Protect the Protector

What’s unique about this solution for VMware is that AppDefense uses the vSphere hypervisor, which is isolated from the VM workloads it is protecting.  This puts the protection force outside of the thing being protected.  In other words, in a separate or different security domain.  Once the AppDefense knowns what the good state should be, it monitors the application state for discrepancies and automatically and proactively takes action.  In addition to the hypervisor based code, there are also updates to VMware tools to provide deeper introspection into running applications, as well as the processes and communications aspects of them.  These components also run in a protected memory space where tampering would result in an automatic disable response.
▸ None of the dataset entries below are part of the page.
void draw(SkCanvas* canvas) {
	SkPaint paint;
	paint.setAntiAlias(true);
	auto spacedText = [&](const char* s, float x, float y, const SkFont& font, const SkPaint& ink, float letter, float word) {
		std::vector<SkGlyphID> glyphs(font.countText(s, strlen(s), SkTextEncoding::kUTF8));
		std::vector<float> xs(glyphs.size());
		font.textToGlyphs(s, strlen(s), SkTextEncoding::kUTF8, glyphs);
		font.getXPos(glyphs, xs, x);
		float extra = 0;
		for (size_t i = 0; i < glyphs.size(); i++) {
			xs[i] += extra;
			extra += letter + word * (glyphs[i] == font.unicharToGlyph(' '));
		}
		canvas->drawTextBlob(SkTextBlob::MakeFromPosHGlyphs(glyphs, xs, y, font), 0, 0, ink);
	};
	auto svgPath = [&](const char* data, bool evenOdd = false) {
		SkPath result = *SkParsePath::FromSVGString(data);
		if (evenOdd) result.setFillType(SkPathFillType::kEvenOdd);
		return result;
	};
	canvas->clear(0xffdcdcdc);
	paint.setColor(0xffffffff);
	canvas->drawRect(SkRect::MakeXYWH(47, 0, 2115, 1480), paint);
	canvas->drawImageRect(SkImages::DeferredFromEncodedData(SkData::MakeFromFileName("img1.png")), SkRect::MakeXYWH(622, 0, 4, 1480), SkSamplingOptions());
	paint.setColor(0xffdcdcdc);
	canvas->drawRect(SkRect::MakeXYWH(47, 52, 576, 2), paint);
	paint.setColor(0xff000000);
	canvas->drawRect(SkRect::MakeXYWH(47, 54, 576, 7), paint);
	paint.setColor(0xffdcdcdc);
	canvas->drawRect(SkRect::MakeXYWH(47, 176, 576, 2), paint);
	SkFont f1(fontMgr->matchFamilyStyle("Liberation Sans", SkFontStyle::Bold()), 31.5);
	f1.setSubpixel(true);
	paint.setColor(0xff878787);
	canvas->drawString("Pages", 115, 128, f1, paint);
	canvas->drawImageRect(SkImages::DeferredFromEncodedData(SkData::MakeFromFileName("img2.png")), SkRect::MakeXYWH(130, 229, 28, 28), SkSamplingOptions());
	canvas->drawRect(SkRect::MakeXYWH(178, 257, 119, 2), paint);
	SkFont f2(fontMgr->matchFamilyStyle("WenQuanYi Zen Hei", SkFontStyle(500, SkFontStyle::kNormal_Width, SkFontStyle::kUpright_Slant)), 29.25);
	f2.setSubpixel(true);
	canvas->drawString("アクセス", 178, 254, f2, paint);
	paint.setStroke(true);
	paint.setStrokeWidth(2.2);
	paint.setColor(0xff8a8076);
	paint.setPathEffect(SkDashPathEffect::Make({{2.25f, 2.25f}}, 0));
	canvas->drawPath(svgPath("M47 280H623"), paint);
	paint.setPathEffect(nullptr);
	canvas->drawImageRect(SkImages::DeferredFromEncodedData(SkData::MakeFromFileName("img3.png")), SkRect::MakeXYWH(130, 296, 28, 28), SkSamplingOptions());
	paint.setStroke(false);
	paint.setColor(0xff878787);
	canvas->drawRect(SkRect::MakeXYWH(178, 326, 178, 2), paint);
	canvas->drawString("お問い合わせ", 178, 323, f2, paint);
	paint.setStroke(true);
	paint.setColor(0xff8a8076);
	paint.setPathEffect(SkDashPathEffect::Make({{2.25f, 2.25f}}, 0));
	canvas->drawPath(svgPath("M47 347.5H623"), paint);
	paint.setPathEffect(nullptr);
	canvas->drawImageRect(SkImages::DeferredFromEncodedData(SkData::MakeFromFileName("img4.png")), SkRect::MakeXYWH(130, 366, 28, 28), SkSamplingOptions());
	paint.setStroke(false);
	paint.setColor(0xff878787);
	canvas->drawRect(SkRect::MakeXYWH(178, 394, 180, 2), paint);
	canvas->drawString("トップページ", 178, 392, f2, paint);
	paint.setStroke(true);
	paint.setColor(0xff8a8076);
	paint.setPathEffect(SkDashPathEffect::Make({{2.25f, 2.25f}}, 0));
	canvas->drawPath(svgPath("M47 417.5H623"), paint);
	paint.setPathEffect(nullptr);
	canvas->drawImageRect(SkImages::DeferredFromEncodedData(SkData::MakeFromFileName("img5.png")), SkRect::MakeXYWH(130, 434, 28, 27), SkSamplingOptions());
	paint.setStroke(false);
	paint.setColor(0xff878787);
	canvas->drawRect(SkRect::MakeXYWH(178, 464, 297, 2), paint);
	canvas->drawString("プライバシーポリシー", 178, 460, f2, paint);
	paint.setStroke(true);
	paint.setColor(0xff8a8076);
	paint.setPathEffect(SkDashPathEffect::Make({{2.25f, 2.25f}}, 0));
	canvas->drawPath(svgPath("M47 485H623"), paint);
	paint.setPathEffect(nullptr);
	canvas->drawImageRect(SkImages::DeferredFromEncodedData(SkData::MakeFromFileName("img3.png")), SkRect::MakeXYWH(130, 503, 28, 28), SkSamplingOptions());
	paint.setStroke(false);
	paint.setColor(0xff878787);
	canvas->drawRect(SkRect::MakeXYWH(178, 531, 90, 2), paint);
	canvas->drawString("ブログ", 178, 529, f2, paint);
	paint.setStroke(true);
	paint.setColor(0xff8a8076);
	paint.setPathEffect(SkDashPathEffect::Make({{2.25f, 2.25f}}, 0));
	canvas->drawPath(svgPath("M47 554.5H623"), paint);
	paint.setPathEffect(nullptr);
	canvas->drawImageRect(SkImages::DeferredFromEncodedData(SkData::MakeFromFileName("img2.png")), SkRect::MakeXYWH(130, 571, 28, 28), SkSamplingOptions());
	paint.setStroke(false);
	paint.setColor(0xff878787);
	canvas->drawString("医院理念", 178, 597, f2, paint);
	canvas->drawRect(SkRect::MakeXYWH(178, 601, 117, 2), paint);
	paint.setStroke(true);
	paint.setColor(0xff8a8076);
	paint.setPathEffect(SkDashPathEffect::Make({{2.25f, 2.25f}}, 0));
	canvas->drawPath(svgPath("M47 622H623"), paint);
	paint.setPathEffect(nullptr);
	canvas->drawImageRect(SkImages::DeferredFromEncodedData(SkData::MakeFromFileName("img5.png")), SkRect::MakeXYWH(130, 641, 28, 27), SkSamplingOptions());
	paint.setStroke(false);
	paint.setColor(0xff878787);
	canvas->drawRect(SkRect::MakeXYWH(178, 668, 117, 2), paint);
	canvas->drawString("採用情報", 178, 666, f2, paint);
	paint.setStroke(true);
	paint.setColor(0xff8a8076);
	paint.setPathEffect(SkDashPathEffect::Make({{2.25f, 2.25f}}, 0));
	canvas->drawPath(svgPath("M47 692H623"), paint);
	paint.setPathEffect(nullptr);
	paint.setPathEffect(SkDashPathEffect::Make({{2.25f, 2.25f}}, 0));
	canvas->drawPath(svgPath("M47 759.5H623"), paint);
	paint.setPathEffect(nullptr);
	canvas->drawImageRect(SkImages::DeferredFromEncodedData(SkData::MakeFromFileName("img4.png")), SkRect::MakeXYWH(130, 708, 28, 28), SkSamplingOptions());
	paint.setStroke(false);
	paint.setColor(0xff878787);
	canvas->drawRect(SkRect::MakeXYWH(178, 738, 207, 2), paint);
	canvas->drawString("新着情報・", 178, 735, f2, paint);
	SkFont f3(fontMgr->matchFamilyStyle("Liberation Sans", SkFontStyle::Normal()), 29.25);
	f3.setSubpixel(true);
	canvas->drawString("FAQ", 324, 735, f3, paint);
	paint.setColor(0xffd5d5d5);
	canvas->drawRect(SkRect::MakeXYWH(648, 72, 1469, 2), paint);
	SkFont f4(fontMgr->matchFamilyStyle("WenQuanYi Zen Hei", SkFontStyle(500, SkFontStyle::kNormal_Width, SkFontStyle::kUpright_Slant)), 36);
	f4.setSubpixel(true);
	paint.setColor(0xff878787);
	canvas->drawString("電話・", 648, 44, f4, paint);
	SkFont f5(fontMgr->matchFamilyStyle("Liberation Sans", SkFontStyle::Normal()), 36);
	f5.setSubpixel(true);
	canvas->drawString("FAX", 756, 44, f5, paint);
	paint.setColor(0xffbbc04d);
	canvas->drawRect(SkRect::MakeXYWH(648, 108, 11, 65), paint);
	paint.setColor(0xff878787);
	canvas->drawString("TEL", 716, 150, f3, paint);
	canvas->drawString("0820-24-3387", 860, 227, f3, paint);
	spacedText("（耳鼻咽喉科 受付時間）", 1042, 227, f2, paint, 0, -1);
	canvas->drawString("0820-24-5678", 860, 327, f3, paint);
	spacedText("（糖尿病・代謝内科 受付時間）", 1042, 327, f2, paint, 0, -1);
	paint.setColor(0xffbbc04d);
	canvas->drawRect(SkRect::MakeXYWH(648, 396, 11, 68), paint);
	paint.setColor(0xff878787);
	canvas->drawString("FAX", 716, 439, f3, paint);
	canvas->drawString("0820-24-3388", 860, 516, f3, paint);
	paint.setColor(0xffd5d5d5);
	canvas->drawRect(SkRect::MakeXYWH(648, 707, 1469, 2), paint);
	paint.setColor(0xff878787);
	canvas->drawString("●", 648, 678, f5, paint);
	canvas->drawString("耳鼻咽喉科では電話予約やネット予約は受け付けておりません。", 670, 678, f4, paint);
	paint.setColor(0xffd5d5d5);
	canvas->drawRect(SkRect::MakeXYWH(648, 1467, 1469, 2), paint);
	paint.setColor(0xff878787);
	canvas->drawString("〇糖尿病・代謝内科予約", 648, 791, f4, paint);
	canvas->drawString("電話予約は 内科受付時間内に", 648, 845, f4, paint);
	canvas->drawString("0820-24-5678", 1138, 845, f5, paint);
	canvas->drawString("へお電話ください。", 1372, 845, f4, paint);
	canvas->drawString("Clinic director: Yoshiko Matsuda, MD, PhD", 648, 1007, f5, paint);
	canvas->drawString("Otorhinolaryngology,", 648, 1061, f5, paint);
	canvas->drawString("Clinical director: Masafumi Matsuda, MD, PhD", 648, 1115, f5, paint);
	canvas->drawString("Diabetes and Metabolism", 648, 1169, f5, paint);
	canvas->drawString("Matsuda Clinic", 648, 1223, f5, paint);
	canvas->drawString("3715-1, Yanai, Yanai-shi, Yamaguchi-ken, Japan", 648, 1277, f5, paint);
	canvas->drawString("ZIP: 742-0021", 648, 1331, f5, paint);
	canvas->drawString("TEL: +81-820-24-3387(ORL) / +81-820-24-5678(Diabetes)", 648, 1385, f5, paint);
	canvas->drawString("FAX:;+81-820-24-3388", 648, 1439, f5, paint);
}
Respond Automatically with Precision

When a threat is detected, AppDefense leverages vSphere and VMware NSX (if installed) to automate the correct response to the threat.  For example, AppDefense can automatically block process communications, snapshot an endpoint for forensic analysis, suspend the endpoint, or even shutdown the endpoint completely.

VMware demonstrated AppDefense live on-stage during VMworld and showed a hacker trying to subvert a web application much like recent attacks we’ve all read about in the news lately.  AppDefense stopped these attacks cold and without having to keep track of a known vulnerability or malware signature.  Instead, it sensed that something was different with the application and stopped the threat from proceeding to do damage.  In fact, VMware internally tested AppDefense with the recent WannaCry ransomware attack and the results showed that the attack was mitigated.

VMware intends to sell AppDefense on a subscription basis for $500 per CPU for a year of service.  The implementation includes cloud based components that aggregate and learn from customers’ anonymized known good configurations to aid in the setup phase, ESXi host based components and in addition to VMware Tools, AppDefense has its own agent (likely will be added to VMware Tools soon) that must be installed on every guest for detecting change and protecting applications and data.